The program uses exactly the same data as the crash recorder does. It is from the exact same sources - primarily the ARINC 429 and 717 - designated standard aircraft data busses although other ARINC standards are employed especially on the 787.

This is a crucial fact mainly because I have seen an airline dismiss some very serious "FOQA data" because, they said, it "wasn't from the DFDR and so they couldn't act on it". Using this as an excuse to continue operations when a different action was indicated is a grave misapprehension of what FOQA is, what the data sources are and how such actions may place the organization legally in harm's way. "Knowing and not acting" is the same as acting with intentional negligence.

What FOQA also does is put the lie to those management people who harbour and broadcast their illusions that their operation is completely safe, does not make mistakes and that their standard is second to none. Such is simply ignorant wishful thinking but is popular at safety board meetings where the tough issues don't have to be dealt with and no senior manager gets "branded" or otherwise thought that his/her department isn't the safest possible. That "safety is first" is simply another illusion. It is not. Cost is first and it is extremely difficult to change that world-view. The usual "intervention" is an accident, a pattern which repeats itself so often that safety people can always be found doing thus:

I continue to hear reactions such as astonishment when I describe what we are seeing in the data - raised eyebrows and "not our pilots!!" are typical of the reactions, followed by dismissal of the data in some very serious incidents in which most of the details may go unreported to the regulator but not unobserved by FOQA and, by reports, to management.

All these facts stated, the program itself is one of the most significant improvements in safety analysis in the last fourty years. British has been doing this kind of work since the late fifties and many enlightened airline managements brought in FOQA programs as computerization made such possible and cheaper.

Often, FOQA is only taken seriously after an accident. That is the case at QANTAS after Bangkok, Air Transat after their Azores diversion, US Airways etc. Other carriers "get it" right away and do FOQA properly. Most are somewhere in between. The program is accepted worldwide, more or less, by almost all pilots because the intention is not "big brother" - the intention is to remain as informed as possible about what the fleet is doing and how the fleet is being flown. As such, it is a proactive approach to flight safety.

Now - to respond directly to your question, justme69, a FOQA program can tell both the pilots' association (if there is one) and management (if the deidentified data is shared with them, and it must be for due diligence requirements), depending upon how long the data is kept and who examines it on a daily basis, it can tell you if any of the fleet taxiied out with the slats/flaps retracted and it can, depending on the programming of the LFL, (Logical Frame Layout - a "map" of parameters and their values), tell you whether the takeoff warning horn sounded.

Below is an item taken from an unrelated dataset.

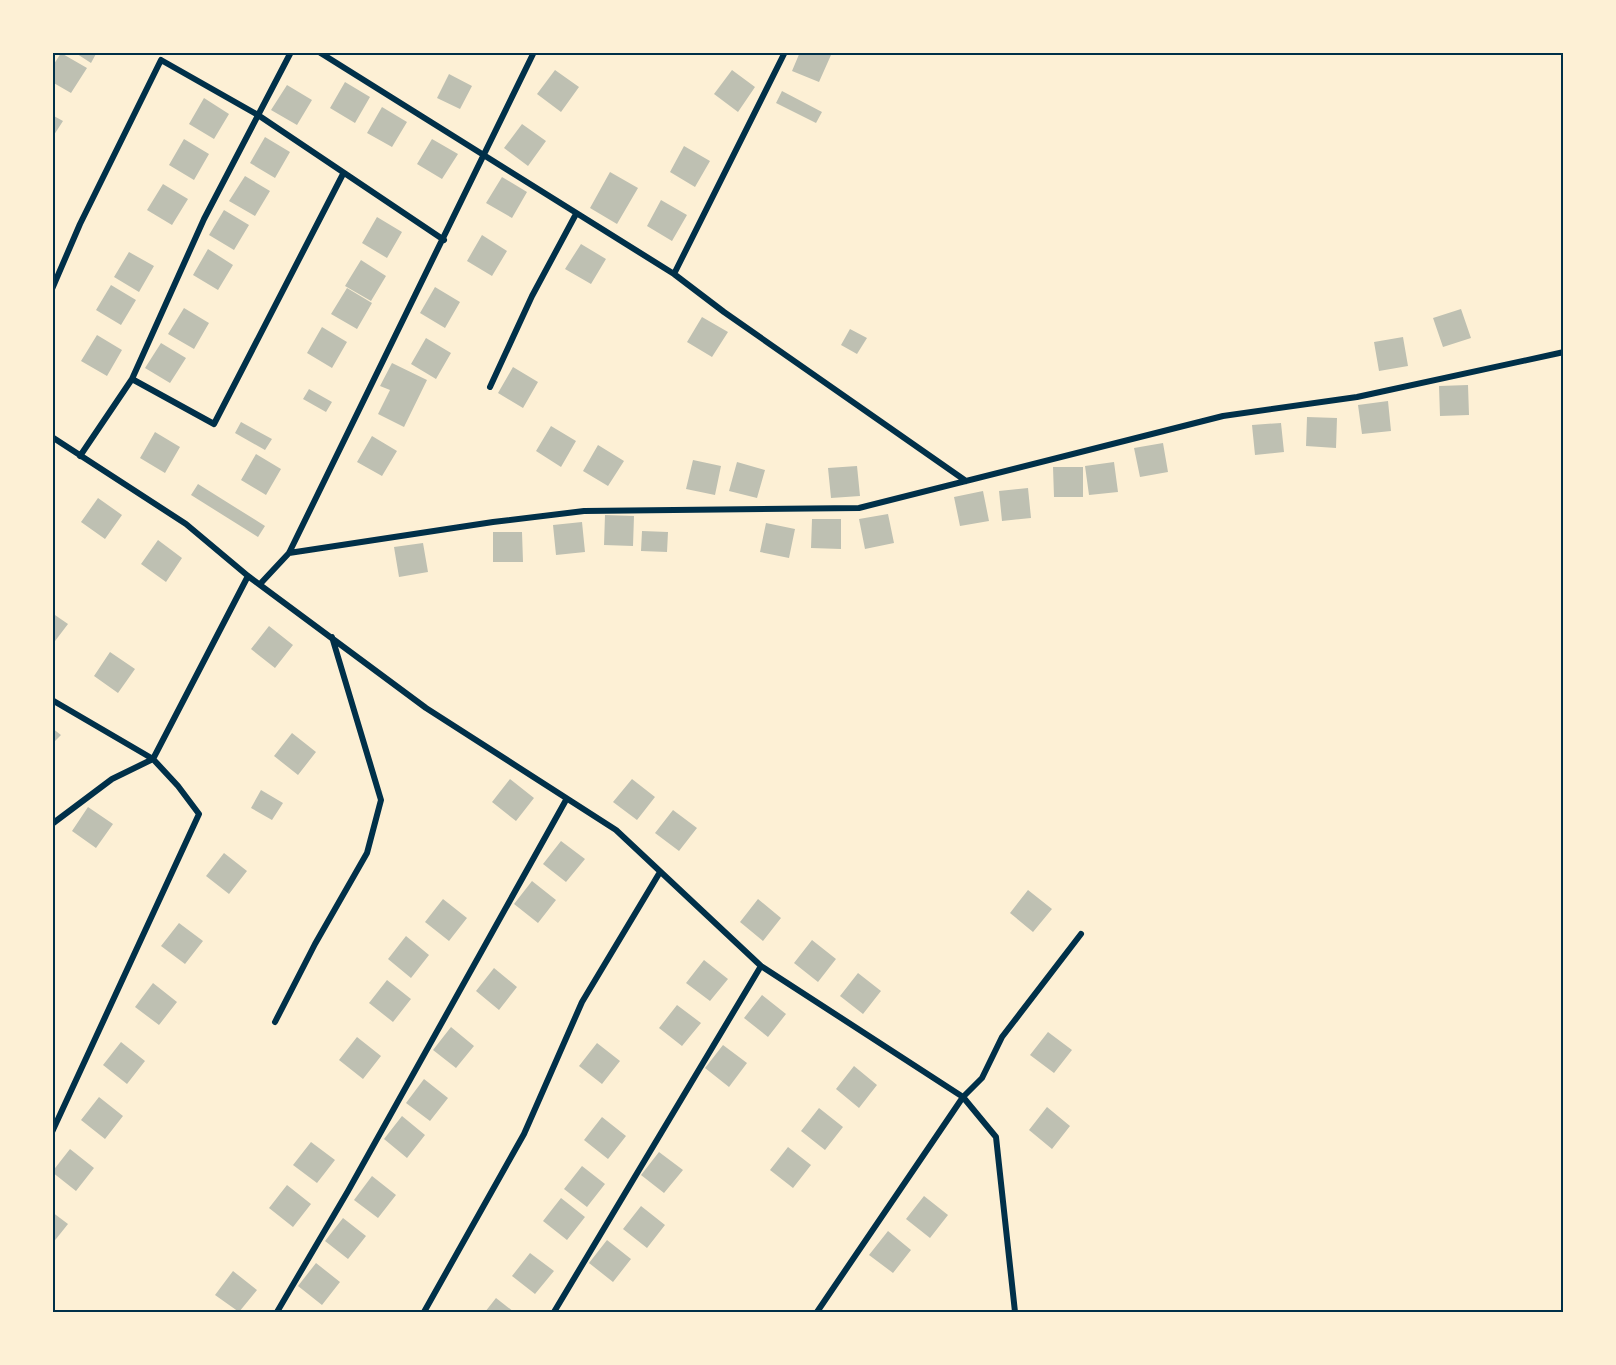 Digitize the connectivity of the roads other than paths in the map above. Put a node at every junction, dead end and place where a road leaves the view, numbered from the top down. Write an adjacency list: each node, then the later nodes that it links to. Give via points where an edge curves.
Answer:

It can tell you how many times it happened, where and what the rate per nnn number of flights is, etc - once the data is available, it can be analyzed using graphing and statistical techniques.

It cannot "predict" an incident or accident but no one can. What it can do is point to heightened risk or the need to discuss an unreported incident with a crew, (using the pilots' peers, NOT management!).

In fact, many FOQA programs record over a thousand parameters, many more than the the aircraft's DFDR or FDIMU. So a very detailed picture (and, with suitable software, an animation) may be built of each flight the aircraft takes.

It takes a very experienced person who is also an active pilot with the airline to interpret the data successfully. Such a job cannot be handed over to the cheapest intern available because mistakes in interpretation will most assuredly be made. If the airline actually takes the data seriously and acts upon it, correct interpretation is fundamental.

I hope this helps - truly, a book could be written on doing FOQA properly and well.